EXERCISE INSTRUCTIONS - Leaving out the images, repeat all the lines below exactly.

DATA UNDER STUDY -
+ + + + +

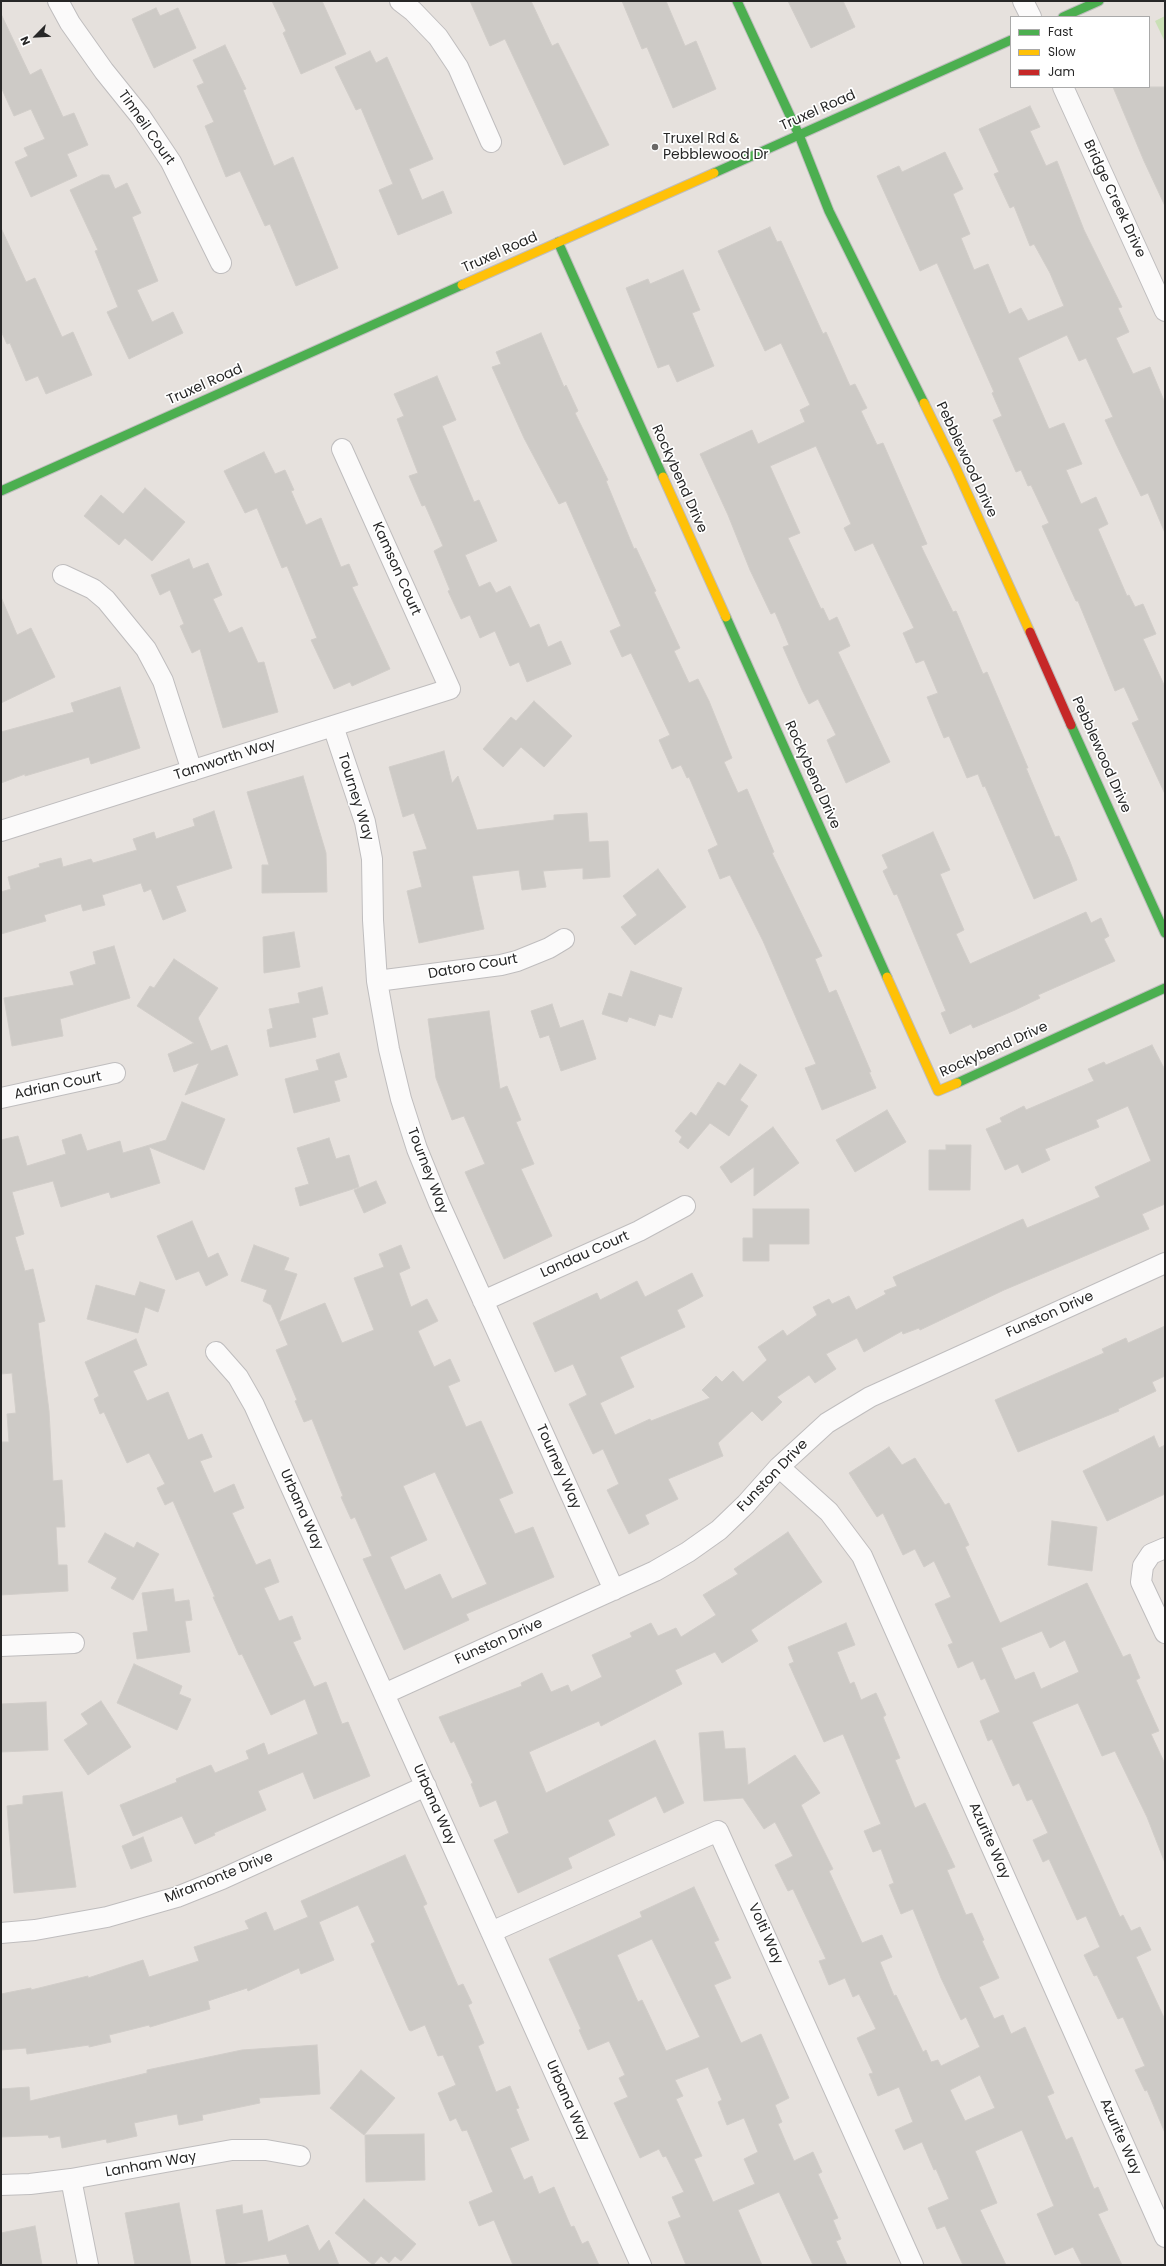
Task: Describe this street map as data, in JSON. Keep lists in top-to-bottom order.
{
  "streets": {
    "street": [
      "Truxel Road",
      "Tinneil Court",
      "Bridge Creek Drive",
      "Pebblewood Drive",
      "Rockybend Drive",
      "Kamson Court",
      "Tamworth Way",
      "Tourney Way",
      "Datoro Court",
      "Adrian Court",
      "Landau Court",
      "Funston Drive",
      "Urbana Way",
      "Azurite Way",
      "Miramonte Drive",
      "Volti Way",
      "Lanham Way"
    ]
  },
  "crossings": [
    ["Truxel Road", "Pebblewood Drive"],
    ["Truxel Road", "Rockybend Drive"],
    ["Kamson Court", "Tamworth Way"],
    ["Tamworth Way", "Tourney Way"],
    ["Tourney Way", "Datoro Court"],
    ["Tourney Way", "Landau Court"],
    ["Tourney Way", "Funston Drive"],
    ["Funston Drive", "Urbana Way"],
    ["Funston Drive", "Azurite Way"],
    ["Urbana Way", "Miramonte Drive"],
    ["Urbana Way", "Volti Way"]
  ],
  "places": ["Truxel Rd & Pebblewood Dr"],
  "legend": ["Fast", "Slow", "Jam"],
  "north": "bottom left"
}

+ + + + +

SOLUTION TO THIS TASK -
Task: Describe this street map as data, in JSON. Keep lists in top-to-bottom order.
{
  "streets": {
    "street": [
      "Truxel Road",
      "Tinneil Court",
      "Bridge Creek Drive",
      "Pebblewood Drive",
      "Rockybend Drive",
      "Kamson Court",
      "Tamworth Way",
      "Tourney Way",
      "Datoro Court",
      "Adrian Court",
      "Landau Court",
      "Funston Drive",
      "Urbana Way",
      "Azurite Way",
      "Miramonte Drive",
      "Volti Way",
      "Lanham Way"
    ]
  },
  "crossings": [
    ["Truxel Road", "Pebblewood Drive"],
    ["Truxel Road", "Rockybend Drive"],
    ["Kamson Court", "Tamworth Way"],
    ["Tamworth Way", "Tourney Way"],
    ["Tourney Way", "Datoro Court"],
    ["Tourney Way", "Landau Court"],
    ["Tourney Way", "Funston Drive"],
    ["Funston Drive", "Urbana Way"],
    ["Funston Drive", "Azurite Way"],
    ["Urbana Way", "Miramonte Drive"],
    ["Urbana Way", "Volti Way"]
  ],
  "places": ["Truxel Rd & Pebblewood Dr"],
  "legend": ["Fast", "Slow", "Jam"],
  "north": "bottom left"
}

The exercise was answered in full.